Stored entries
= Beginning of Section =

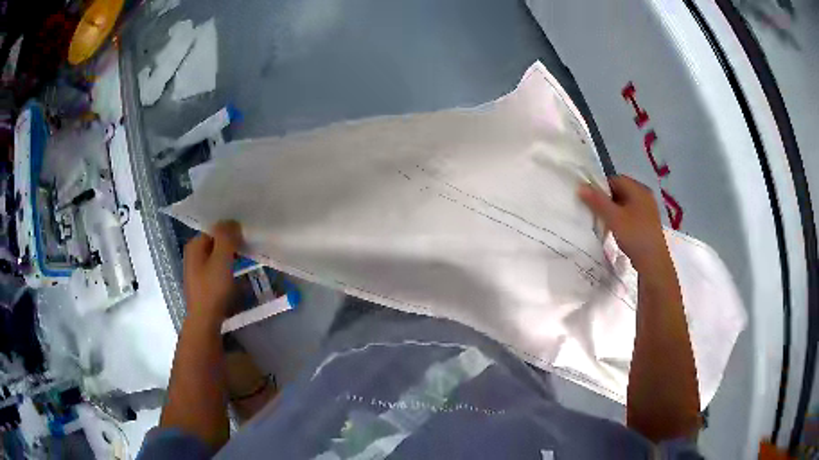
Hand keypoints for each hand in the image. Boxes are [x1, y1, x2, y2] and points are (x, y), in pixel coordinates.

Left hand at [183, 220, 242, 322]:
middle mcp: (192, 255)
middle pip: (215, 243)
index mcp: (194, 245)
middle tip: (247, 249)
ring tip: (245, 263)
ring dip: (230, 258)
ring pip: (216, 257)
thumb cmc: (213, 288)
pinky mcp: (202, 284)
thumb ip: (226, 237)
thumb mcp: (222, 258)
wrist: (205, 320)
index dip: (230, 231)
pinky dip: (226, 270)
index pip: (214, 229)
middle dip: (230, 245)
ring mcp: (196, 271)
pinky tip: (236, 279)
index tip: (245, 237)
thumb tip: (232, 221)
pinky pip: (216, 270)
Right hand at [578, 176, 668, 270]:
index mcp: (639, 190)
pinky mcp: (647, 224)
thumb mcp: (613, 218)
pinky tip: (617, 231)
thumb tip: (580, 187)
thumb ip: (597, 202)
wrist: (653, 262)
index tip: (591, 200)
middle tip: (596, 213)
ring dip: (613, 211)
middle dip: (607, 200)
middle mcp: (645, 196)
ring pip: (625, 205)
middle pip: (621, 191)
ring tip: (605, 223)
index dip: (601, 187)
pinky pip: (631, 215)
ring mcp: (648, 210)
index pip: (616, 179)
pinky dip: (621, 220)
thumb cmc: (634, 235)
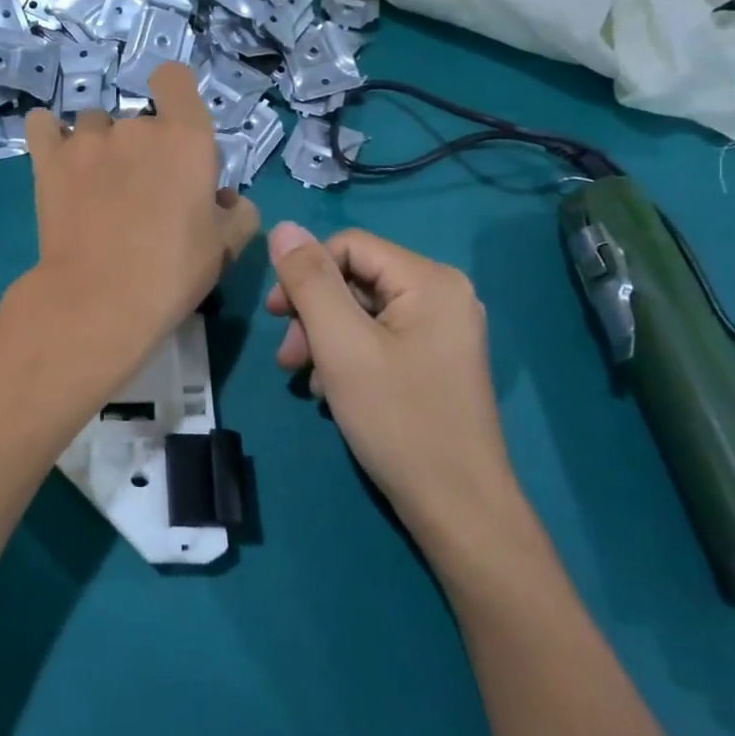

= End of Section =

■ **Work to be completed**: Every line in the entries above that mentions the word "middle" must be shown.

■ **Finished exercise**:
middle mcp: (192, 255)
middle pip: (215, 243)
middle tip: (247, 249)
middle dip: (230, 245)
middle tip: (596, 213)
middle dip: (607, 200)
middle mcp: (645, 196)
middle pip: (621, 191)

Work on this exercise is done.